--- INSTRUCTIONS TO FOLLOW ---
Only the lines from the beginning of the data below through the line that contains "thumb mcp: (289, 247)" should be repeated, exactly as written.

--- MATERIAL FOR THIS EXERCISE ---
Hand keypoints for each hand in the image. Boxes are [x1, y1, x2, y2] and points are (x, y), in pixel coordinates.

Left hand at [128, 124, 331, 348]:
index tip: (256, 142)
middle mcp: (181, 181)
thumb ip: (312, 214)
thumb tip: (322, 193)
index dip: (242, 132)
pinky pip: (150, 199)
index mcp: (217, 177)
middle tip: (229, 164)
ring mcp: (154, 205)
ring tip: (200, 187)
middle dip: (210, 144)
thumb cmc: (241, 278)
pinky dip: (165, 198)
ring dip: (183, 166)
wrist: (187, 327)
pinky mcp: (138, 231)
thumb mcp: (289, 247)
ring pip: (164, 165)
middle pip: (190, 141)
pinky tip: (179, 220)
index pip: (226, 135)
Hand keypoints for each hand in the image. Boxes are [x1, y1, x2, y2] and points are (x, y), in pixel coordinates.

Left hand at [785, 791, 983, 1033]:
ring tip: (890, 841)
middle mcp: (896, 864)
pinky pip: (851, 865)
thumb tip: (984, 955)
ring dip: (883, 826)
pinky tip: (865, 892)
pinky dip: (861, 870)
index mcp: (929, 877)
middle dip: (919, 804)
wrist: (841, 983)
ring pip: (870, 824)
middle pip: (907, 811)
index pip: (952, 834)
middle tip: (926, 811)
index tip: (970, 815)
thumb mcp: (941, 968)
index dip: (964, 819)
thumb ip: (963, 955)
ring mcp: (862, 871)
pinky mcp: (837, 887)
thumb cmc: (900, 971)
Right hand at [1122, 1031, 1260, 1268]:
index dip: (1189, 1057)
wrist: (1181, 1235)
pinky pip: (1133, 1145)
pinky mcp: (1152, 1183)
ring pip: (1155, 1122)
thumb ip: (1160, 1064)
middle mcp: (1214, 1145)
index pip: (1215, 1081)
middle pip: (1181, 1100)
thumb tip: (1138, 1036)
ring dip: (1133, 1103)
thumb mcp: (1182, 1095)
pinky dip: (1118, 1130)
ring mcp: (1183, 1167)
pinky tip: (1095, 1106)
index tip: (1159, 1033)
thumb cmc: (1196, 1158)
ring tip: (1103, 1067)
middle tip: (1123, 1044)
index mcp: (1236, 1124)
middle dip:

--- OUTPUT BELOW ---
Hand keypoints for each hand in the image. Boxes are [x1, y1, x2, y2] and points are (x, y), in pixel coordinates.

Left hand at [128, 124, 331, 348]:
index tip: (256, 142)
middle mcp: (181, 181)
thumb ip: (312, 214)
thumb tip: (322, 193)
index dip: (242, 132)
pinky pip: (150, 199)
index mcp: (217, 177)
middle tip: (229, 164)
ring mcp: (154, 205)
ring tip: (200, 187)
middle dip: (210, 144)
thumb cmc: (241, 278)
pinky dip: (165, 198)
ring dip: (183, 166)
wrist: (187, 327)
pinky mcp: (138, 231)
thumb mcp: (289, 247)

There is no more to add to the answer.